Paper: The Size and Reliability of Teacher Training Effects In Texas (2012 APPAM Fall Research Conference (November 8

Saturday, November 10, 2012 : 4:10 PM

Salon A (Radisson Plaza Lord Baltimore Hotel)

*Names in bold indicate Presenter

Cynthia Osborne, Paul T. von Hippel, Jane Lincove and Nicholas Mills, University of Texas, Austin

After years of evaluating the effectiveness of individual teachers, policy leaders have recently turned attention to the educator preparation programs (EPPs) in which teachers are trained. As envisioned by the Obama administration (US Department of Education 2011), EPP evaluations should be based on the effectiveness of the teachers graduated by each EPP, with teacher effectiveness measured in terms of student outcomes such as test scores and graduation rates.

While it is easy to understand governments’ interest in EPP evaluation, it is unclear whether EPP accountability will prove to be an effective policy lever. On the one hand, EPPs play an obvious gatekeeping role in our system of education. EPPs’ admissions and graduation standards determine what sorts of people can become teachers, and EPPs’ curricula affect the skills that teachers bring to the classroom. On the other hand, some findings suggest that the program in which a teacher was trained is a very weak predictor of teacher effectiveness. The average differences between teachers recruited from different programs are trivial compared to the differences between the best and worst teachers from the same program (Kane, Rockoff, and Staiger 2006).
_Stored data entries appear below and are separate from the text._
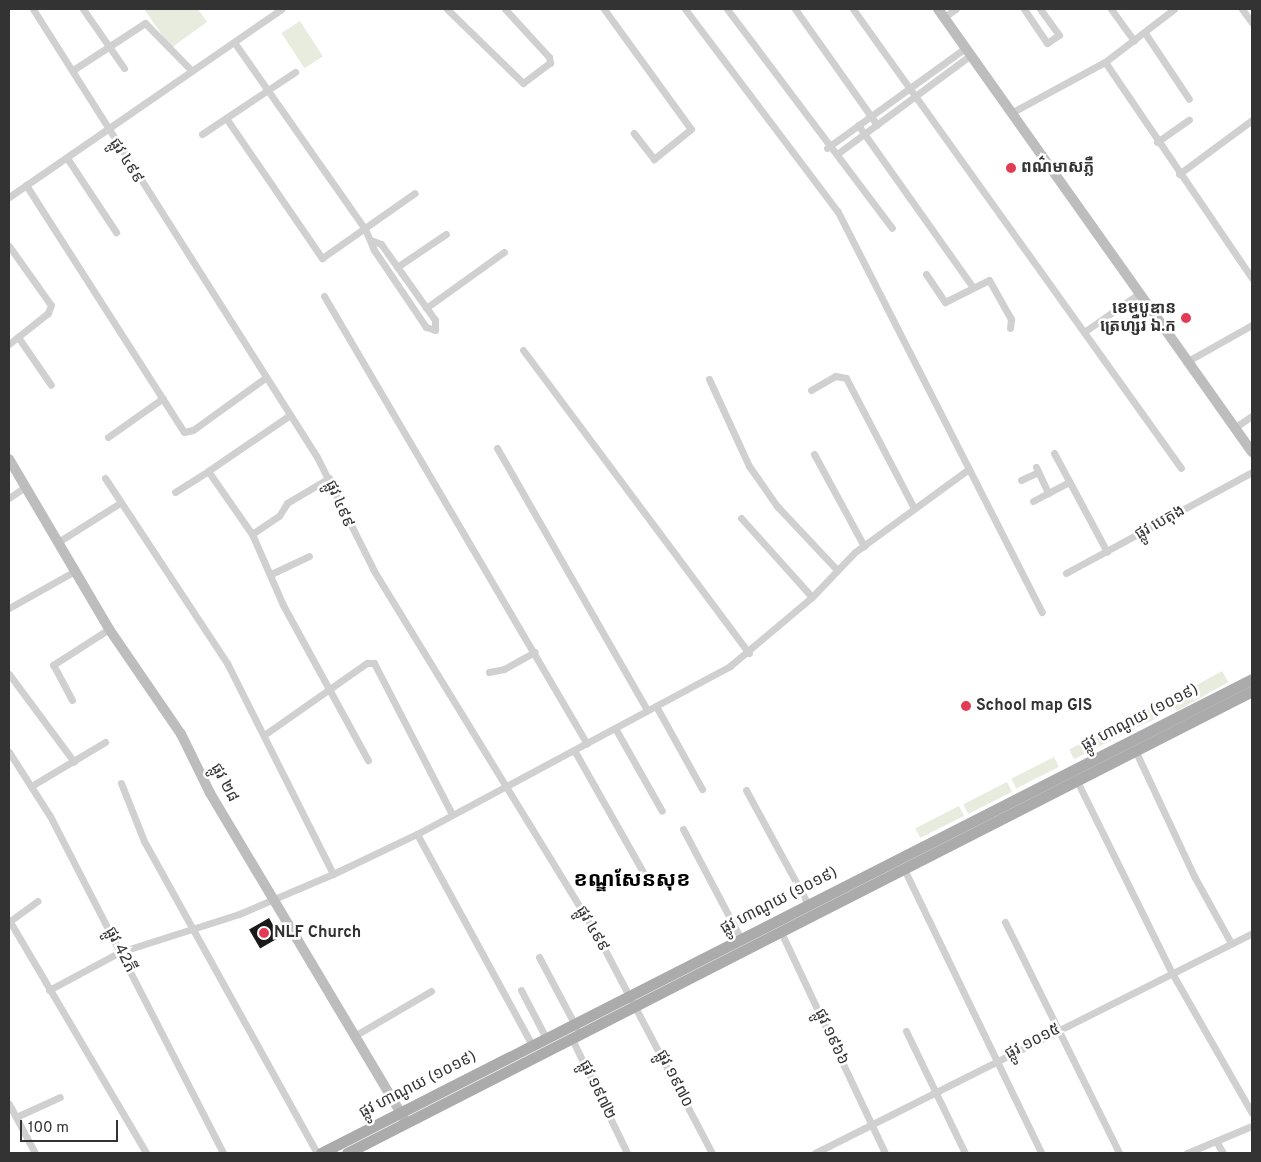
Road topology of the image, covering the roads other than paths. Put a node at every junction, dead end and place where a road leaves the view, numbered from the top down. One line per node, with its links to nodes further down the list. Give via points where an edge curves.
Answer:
1 (32, 9): 27 (street, ផ្លូវ ៤៩៩)
2 (83, 9): 23 (street)
3 (282, 9): 17 (street)
4 (447, 9): 5 (street, via 523,83 550,63 549,57)
5 (505, 9)
6 (604, 9): 42 (street, via 691,129 654,159)
7 (685, 9): 89 (street, via 838,212)
8 (727, 9): 46 (street)
9 (794, 9): 35 (street)
10 (853, 9): 30 (street)
11 (956, 9): 18 (street)
12 (1024, 9): 13 (street, via 1048,43 1059,35)
13 (1040, 9)
14 (1111, 9): 21 (street)
15 (1174, 9): 20 (street)
16 (1242, 9): 19 (street)
17 (270, 12): 22 (street)
18 (941, 13): 24 (street)
19 (1252, 23)
20 (1144, 33): 21 (street); 33 (street)
21 (1134, 41): 25 (street)
22 (234, 42): 28 (street); 31 (street)
23 (109, 46): 26 (street); 27 (street); 28 (street, via 145,22)
24 (968, 52): 30 (street); 32 (street); 34 (street)
25 (1105, 62): 34 (street); 45 (street)
26 (124, 68)
27 (73, 70): 41 (street, ផ្លូវ ៤៩៩)
28 (192, 71): 41 (street)
29 (295, 72): 31 (street)
30 (910, 88): 32 (street); 35 (street)
31 (267, 90): 36 (street); 54 (street)
32 (916, 96): 40 (street); 69 (street)
33 (1189, 99)
34 (1011, 112): 64 (street)
35 (870, 116): 39 (street); 40 (street)
36 (226, 118): 43 (street); 54 (street, via 322,258)
37 (1189, 120): 45 (street)
38 (1252, 120): 49 (street)
39 (858, 125): 44 (street); 46 (street)
40 (877, 125): 44 (street)
41 (106, 130): 48 (street); 74 (street, ផ្លូវ ៤៩៩)
42 (634, 133)
43 (202, 134)
44 (865, 134): 47 (street); 63 (street)
45 (1157, 142): 49 (street)
46 (827, 148): 47 (street)
47 (837, 154): 53 (street)
48 (67, 158): 50 (street); 55 (street)
49 (1180, 174): 62 (street)
50 (26, 185): 52 (street); 78 (street)
51 (415, 192): 54 (street)
52 (9, 197)
53 (892, 228)
54 (365, 229): 57 (street)
55 (116, 232)
56 (446, 234): 60 (street)
57 (373, 241): 60 (street, via 381,244); 66 (street, via 374,250 426,328 435,330 437,326)
58 (9, 246): 70 (street, via 51,305 48,314)
59 (504, 252): 66 (street)
60 (397, 267): 66 (street)
61 (926, 274): 63 (street, via 945,302)
62 (1252, 278)
63 (972, 286): 68 (street, via 989,280 1011,319)
64 (1137, 294): 69 (street); 73 (street)
65 (324, 296): 117 (street)
66 (426, 308)
67 (1252, 325): 73 (street)
68 (1010, 328)
69 (1084, 332): 88 (street)
70 (18, 336): 71 (street); 76 (street)
71 (9, 344)
72 (523, 350): 118 (street)
73 (1186, 362): 81 (street)
74 (265, 378): 78 (street, via 193,430 184,432); 79 (street, ផ្លូវ ៤៩៩)
75 (709, 379): 109 (street, via 749,466 777,506)
76 (51, 385)
77 (811, 390): 102 (street, via 835,376 846,378)
78 (163, 398): 82 (street)
79 (290, 415): 90 (street); 93 (street, ផ្លូវ ៤៩៩)
80 (1252, 416): 81 (street)
81 (1234, 428): 84 (street)
82 (108, 437)
83 (497, 448): 126 (street)
84 (1252, 452)
85 (1054, 453): 95 (street)
86 (814, 454): 106 (street)
87 (9, 459): 96 (street, ផ្លូវ ២៨)
88 (1180, 468)
89 (969, 470): 102 (street); 115 (street)
90 (208, 471): 97 (street); 104 (street)
91 (1252, 472): 107 (street, ផ្លូវ បេតុង)
92 (105, 478): 101 (street)
93 (329, 478): 104 (street, via 288,503 279,516); 139 (street, ផ្លូវ ៤៩៩, via 352,534)
94 (1021, 480): 98 (street, via 1036,470)
95 (1070, 482): 98 (street); 107 (street)
96 (25, 487): 99 (street); 105 (street, ផ្លូវ ២៨)
97 (175, 492)
98 (1048, 493): 100 (street)
99 (9, 498)
100 (1033, 501)
101 (120, 503): 105 (street); 128 (street, via 227,663)
102 (914, 508): 106 (street)
103 (741, 518): 113 (street)
104 (252, 534): 112 (street)
105 (58, 542): 110 (street, ផ្លូវ ២៨)
106 (864, 546): 109 (street)
107 (1107, 552): 111 (street, ផ្លូវ បេតុង)
108 (309, 556): 112 (street)
109 (837, 570): 113 (street)
110 (75, 571): 114 (street); 116 (street, ផ្លូវ ២៨)
111 (1066, 573)
112 (270, 574): 122 (street)
113 (812, 597): 118 (street)
114 (9, 608)
115 (1042, 612)
116 (110, 629): 124 (street, via 53,665); 149 (street, ផ្លូវ ២៨, via 181,734)
117 (535, 652): 119 (street, via 504,669); 130 (street)
118 (749, 653): 125 (street)
119 (490, 672)
120 (9, 674): 135 (street)
121 (1252, 679): 136 (main road, ផ្លូវ ហាណូយ (១០១៩))
122 (330, 689): 128 (street); 134 (street); 143 (street, via 367,663 374,663)
123 (1252, 690): 132 (main road, ផ្លូវ ហាណូយ (១០១៩))
124 (72, 700)
125 (656, 706): 126 (street); 140 (street)
126 (647, 710): 127 (street)
127 (615, 728): 130 (street); 142 (street)
128 (264, 735): 147 (street)
129 (106, 742): 135 (street)
130 (587, 744): 131 (street)
131 (574, 750): 139 (street); 148 (street)
132 (1135, 750): 136 (main road, ផ្លូវ ហាណូយ (១០១៩)); 158 (street, via 1194,876)
133 (9, 752): 138 (street, ផ្លូវ 42ភី)
134 (368, 760)
135 (74, 762): 138 (street)
136 (1074, 776): 146 (main road, ផ្លូវ ហាណូយ (១០១៩)); 151 (main road, ផ្លូវ ហាណូយ (១០១៩)); 161 (street)
137 (121, 783): 155 (street, via 139,831)
138 (33, 785): 159 (street, ផ្លូវ 42ភី)
139 (504, 788): 143 (street); 165 (street, ផ្លូវ ៤៩៩)
140 (702, 789)
141 (746, 790): 151 (street)
142 (662, 810)
143 (452, 814): 145 (street)
144 (683, 829): 157 (street)
145 (417, 834): 147 (street); 172 (street)
146 (904, 868): 151 (main road, ផ្លូវ ហាណូយ (១០១៩)); 173 (street)
147 (333, 874): 149 (street)
148 (648, 881)
149 (274, 900): 155 (street); 169 (street, ផ្លូវ ២៨)
150 (38, 901): 152 (street)
151 (811, 909): 154 (main road, ផ្លូវ ហាណូយ (១០១៩))
152 (9, 920): 162 (street)
153 (1005, 922): 167 (street)
154 (778, 926): 157 (main road, ផ្លូវ ហាណូយ (១០១៩)); 165 (main road, ផ្លូវ ហាណូយ (១០១៩)); 180 (street, ផ្លូវ ១៩៦៦)
155 (195, 930): 159 (street); 186 (street)
156 (1252, 933): 158 (street, ផ្លូវ ១០១៥)
157 (741, 939): 165 (main road, ផ្លូវ ហាណូយ (១០១៩))
158 (1231, 943): 161 (street, ផ្លូវ ១០១៥)
159 (120, 952): 162 (street); 185 (street, ផ្លូវ 42ភី)
160 (539, 957): 166 (street, ផ្លូវ ១៩៧២)
161 (1172, 973): 167 (street, ផ្លូវ ១០១៥); 177 (street)
162 (49, 990): 184 (street)
163 (521, 990): 171 (street)
164 (431, 991): 169 (street)
165 (633, 1000): 166 (main road, ផ្លូវ ហាណូយ (១០១៩)); 170 (main road, ផ្លូវ ហាណូយ (១០១៩)); 189 (street, ផ្លូវ ១៩៧០)
166 (570, 1026): 170 (street, ផ្លូវ ១៩៧២); 171 (main road, ផ្លូវ ហាណូយ (១០១៩))
167 (1058, 1030): 173 (street, ផ្លូវ ១០១៥); 194 (street)
168 (906, 1031): 174 (street)
169 (356, 1035): 179 (street, ផ្លូវ ២៨)
170 (576, 1036): 179 (main road, ផ្លូវ ហាណូយ (១០១៩)); 188 (street, ផ្លូវ ១៩៧២)
171 (546, 1038): 172 (main road, ផ្លូវ ហាណូយ (១០១៩))
172 (532, 1045): 179 (main road, ផ្លូវ ហាណូយ (១០១៩))
173 (998, 1060): 174 (street, ផ្លូវ ១០១៥); 193 (street)
174 (936, 1091): 180 (street, ផ្លូវ ១០១៥); 192 (street)
175 (60, 1097): 178 (street)
176 (9, 1104): 178 (street)
177 (1252, 1113)
178 (16, 1117): 183 (street)
179 (404, 1118): 186 (main road, ផ្លូវ ហាណូយ (១០១៩)); 187 (main road, ផ្លូវ ហាណូយ (១០១៩))
180 (872, 1123): 190 (street, ផ្លូវ ១០១៥); 191 (street, ផ្លូវ ១៩៦៦)
181 (1252, 1126): 182 (street)
182 (1216, 1141): 195 (street); 196 (street)
183 (34, 1153)
184 (146, 1153)
185 (223, 1153)
186 (319, 1153)
187 (347, 1153)
188 (627, 1153)
189 (712, 1153)
190 (814, 1153)
191 (885, 1153)
192 (965, 1153)
193 (1041, 1153)
194 (1119, 1153)
195 (1187, 1153)
196 (1223, 1153)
We report on an evaluation of the 159 EPPs that are accredited in the state of Texas—including traditional college- and university-based programs as well as online and alternative certification programs run by nonprofits and for-profit corporations. Among other things, the evaluation sought to identify the EPPs whose graduates had high or low value-added scores as estimated from state-required tests. The evaluation focused on teachers in their first, second, and third year after EPP graduation, but data on more experienced teachers were available for comparison.

The statewide evaluation presented challenges that are not encountered in value-added studies that are limited to a single large district. Many Texas EPPs are relatively small, and many of the state’s elementary, middle, and high schools are small as well, particularly in rural areas. New teachers typically work close to the EPP that trained them, so there are limited opportunities to compare graduates of different EPPs within the same school. We estimated EPP effects using a variety of regression, Tobit, and errors-in-variables models that controlled for up to two years of prior test scores, as well as student, classroom, and campus characteristics.

Estimates suggest that most EPP effects are small, and that when an EPP effect appears large, it is often not reliable across grade levels or subjects. For example, an EPP’s graduates can appear highly effective in teaching fourth grade reading, but ineffective in teaching fifth grade reading. EPP effects were more reliable in upper-grade mathematics than in other subjects or grades—yet even in those subjects EPP effects uniquely accounted for a small fraction of the variation in student test scores. Our results suggest that value-added evaluation can offer only limited and uncertain feedback to EPPs, and that feedback to EPPs may be a limited and indirect way to improve teacher quality.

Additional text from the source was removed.